- Generalized StrideSpecialization to ValueSpecialization (a simpler version of https://code.google.com/p/jit-value-specialization/)
- Significantly decreased overhead of calling into Parakeet, though still ~500x slower than a normal Python call (#15)
The last release added experimental CUDA support but the performance was terrible. This release includes lots of tweaks and optimizations necessary for getting beneficial speedups on the GPU. However, the default backend remains OpenMP since some program constructs don't work on the GPU and the nvcc compile times are unacceptably slow.
- Expanded and generalized fusion optimization
- Filled in missing methods from shape inference
- Using ShapeElimination on every function (repurposes the shape inference results as a symbolic execution optimization)
- Fixed lots of small bugs in other optimizations exposed by ShapeElimination
- Shaved off small amount of compile time by moving away from Node pseudo-ASTs to regular Python constructors
- It's a bit hackish, but added int24 just as a sentinel for default values in reductions that need to cast up to int32 from bool, int8, int16.
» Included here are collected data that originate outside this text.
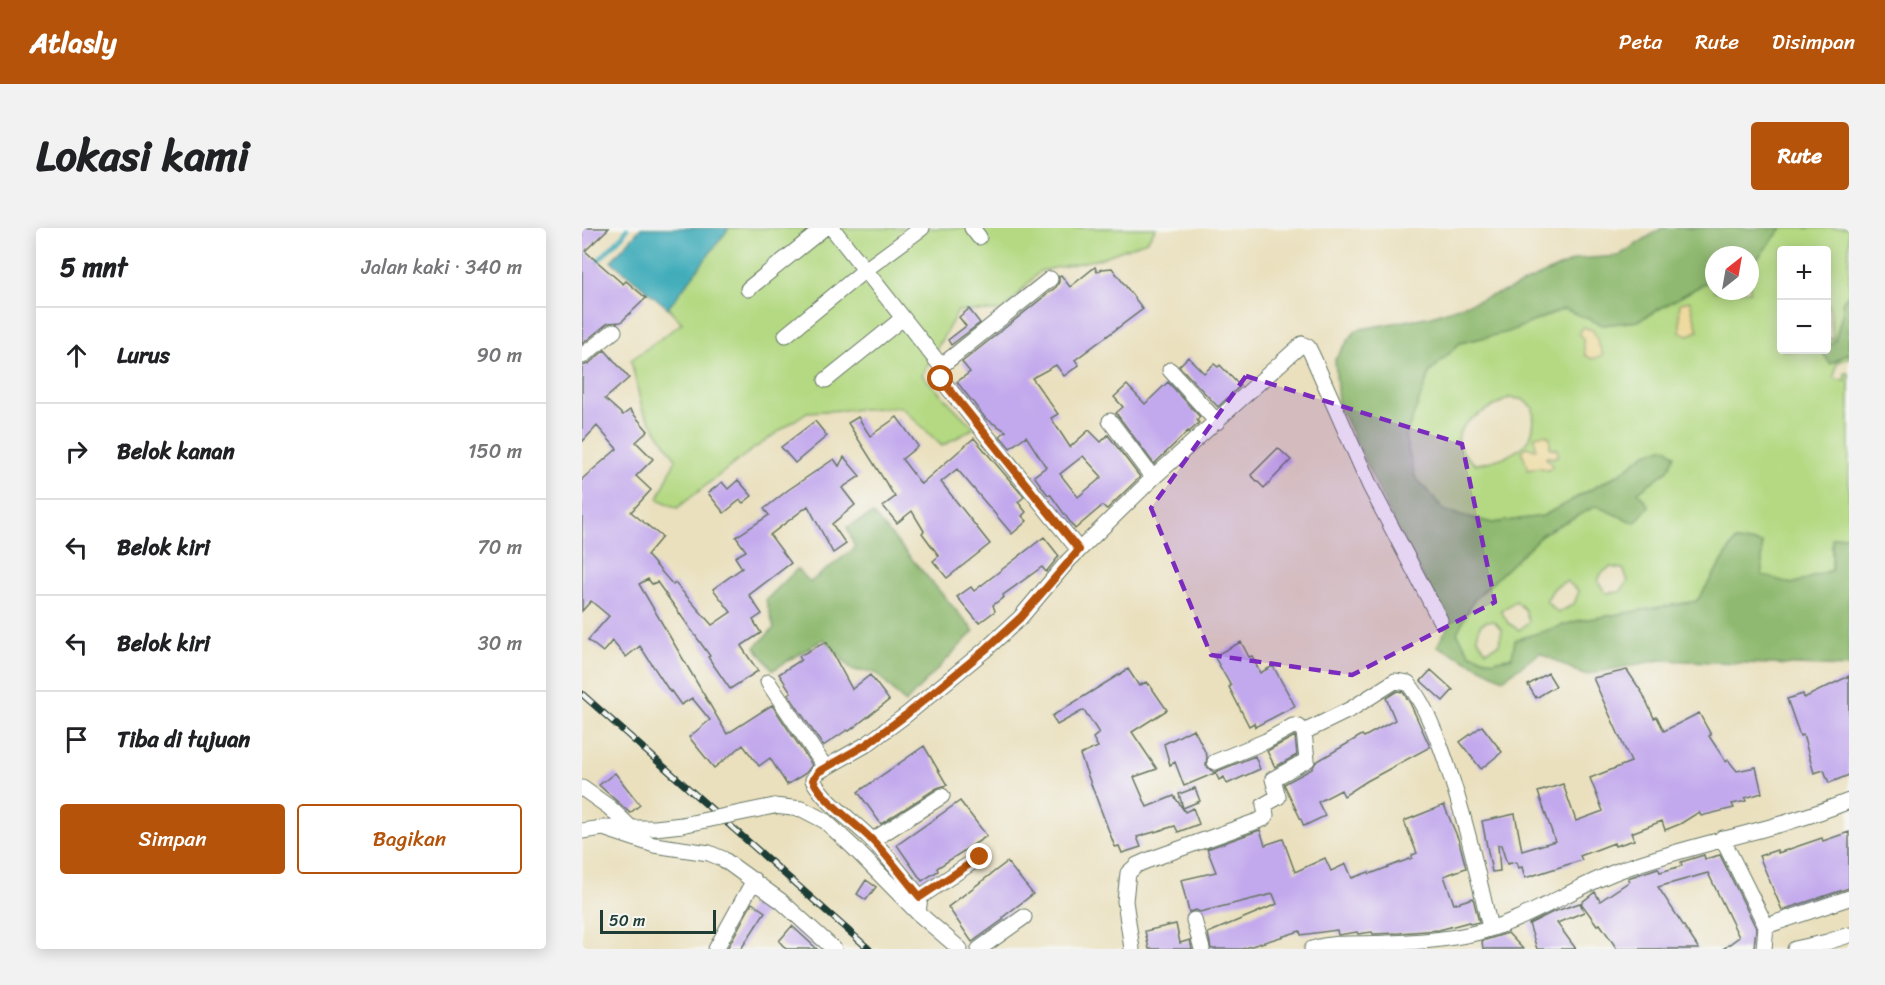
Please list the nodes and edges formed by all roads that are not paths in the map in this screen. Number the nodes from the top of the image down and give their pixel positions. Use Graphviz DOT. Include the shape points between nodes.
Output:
graph roads {
  1 [pos="825,228"];
  2 [pos="832,228"];
  3 [pos="922,228"];
  4 [pos="865,270"];
  5 [pos="1050,279"];
  6 [pos="748,289"];
  7 [pos="903,318"];
  8 [pos="614,330"];
  9 [pos="786,335"];
  10 [pos="582,356"];
  11 [pos="941,366"];
  12 [pos="1170,370"];
  13 [pos="826,380"];
  14 [pos="1110,421"];
  15 [pos="1217,422"];
  16 [pos="1153,478"];
  17 [pos="1079,550"];
  18 [pos="1440,620"];
  19 [pos="768,682"];
  20 [pos="1304,732"];
  21 [pos="1215,762"];
  22 [pos="825,767"];
  23 [pos="582,788"];
  24 [pos="942,796"];
  25 [pos="1849,801"];
  26 [pos="603,828"];
  27 [pos="631,828"];
  28 [pos="582,831"];
  29 [pos="1722,838"];
  30 [pos="873,840"];
  31 [pos="980,857"];
  32 [pos="754,880"];
  33 [pos="920,897"];
  34 [pos="1849,898"];
  35 [pos="918,913"];
  36 [pos="1024,917"];
  37 [pos="1194,920"];
  38 [pos="1766,926"];
  39 [pos="1490,927"];
  40 [pos="1849,935"];
  41 [pos="1442,944"];
  42 [pos="1388,946"];
  43 [pos="716,949"];
  44 [pos="834,949"];
  45 [pos="960,949"];
  46 [pos="979,949"];
  47 [pos="1132,949"];
  48 [pos="1202,949"];
  49 [pos="1312,949"];
  50 [pos="1764,949"];
  51 [pos="1795,949"];
  1 -- 6 [label="street"];
  2 -- 4 [label="street"];
  3 -- 4 [label="street"];
  4 -- 7 [label="street"];
  4 -- 9 [label="street"];
  5 -- 11 [label="street"];
  7 -- 11 [label="street"];
  7 -- 13 [label="street"];
  8 -- 10 [label="street"];
  11 -- 17 [label="street" via="941,379"];
  12 -- 15 [label="street"];
  14 -- 16 [label="street"];
  15 -- 16 [label="street"];
  15 -- 18 [label="street" via="1305,344 1370,486"];
  16 -- 17 [label="street"];
  17 -- 22 [label="street" via="1020,618 985,650 867,744"];
  19 -- 22 [label="street"];
  20 -- 21 [label="street" via="1293,726"];
  20 -- 39 [label="street" via="1395,681 1408,683 1417,694 1449,769"];
  20 -- 47 [label="street" via="1307,760 1273,779 1278,796 1264,805 1263,819 1146,861 1128,873 1125,901"];
  22 -- 30 [label="street" via="813,780"];
  23 -- 27 [label="street"];
  24 -- 30 [label="street"];
  25 -- 29 [label="street"];
  26 -- 27 [label="street"];
  26 -- 28 [label="street"];
  26 -- 32 [label="street" via="654,845 709,853"];
  27 -- 35 [label="street, bridge" via="682,825 774,806 802,809 825,821"];
  29 -- 38 [label="street"];
  29 -- 39 [label="street" via="1617,872"];
  30 -- 33 [label="street"];
  31 -- 33 [label="street"];
  32 -- 43 [label="street"];
  32 -- 44 [label="street"];
  33 -- 35 [label="street"];
  34 -- 38 [label="street"];
  35 -- 45 [label="street"];
  36 -- 46 [label="street"];
  37 -- 48 [label="street"];
  38 -- 50 [label="street"];
  39 -- 41 [label="street"];
  40 -- 51 [label="street"];
  41 -- 42 [label="street"];
  42 -- 49 [label="street" via="1337,943"];
}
- Eliminate redundant & constant array operator arguments with SpecializeFnArgs
- Added OpenMP backend (runs most map-like computations across multiple threads)
- Stack-allocate representations for all structured types in C
- Disabled Flattening -- tricky transform needs careful audit
- Debugged and enabled CopyElimination
- Fixed negative step in slices
- Added RLock around AST translation to play nice with Python threads (thanks Russell Power)
- Fixed link argument order for building on cygwin in Windows (thanks Yves-Rémi Van Eycke)
- Added support for binding multiple variables in a for loop (i.e. "for (x,(y,z)) in enumerate(zip(ys,zs)):")
- More array constructors support 'dtype' argument
- Lots of little bug fixes and misc. improvements
- Slightly better support for negative indexing but negative step sizes are still mostly broken
- Moved version info into submodule so setup.py can run without full dependencies (thanks rjpower).
- Fixed support for references to global arrays.
- Make C backend respect runtime changes to config flags.
- Got rid of unncessary linking against libpython.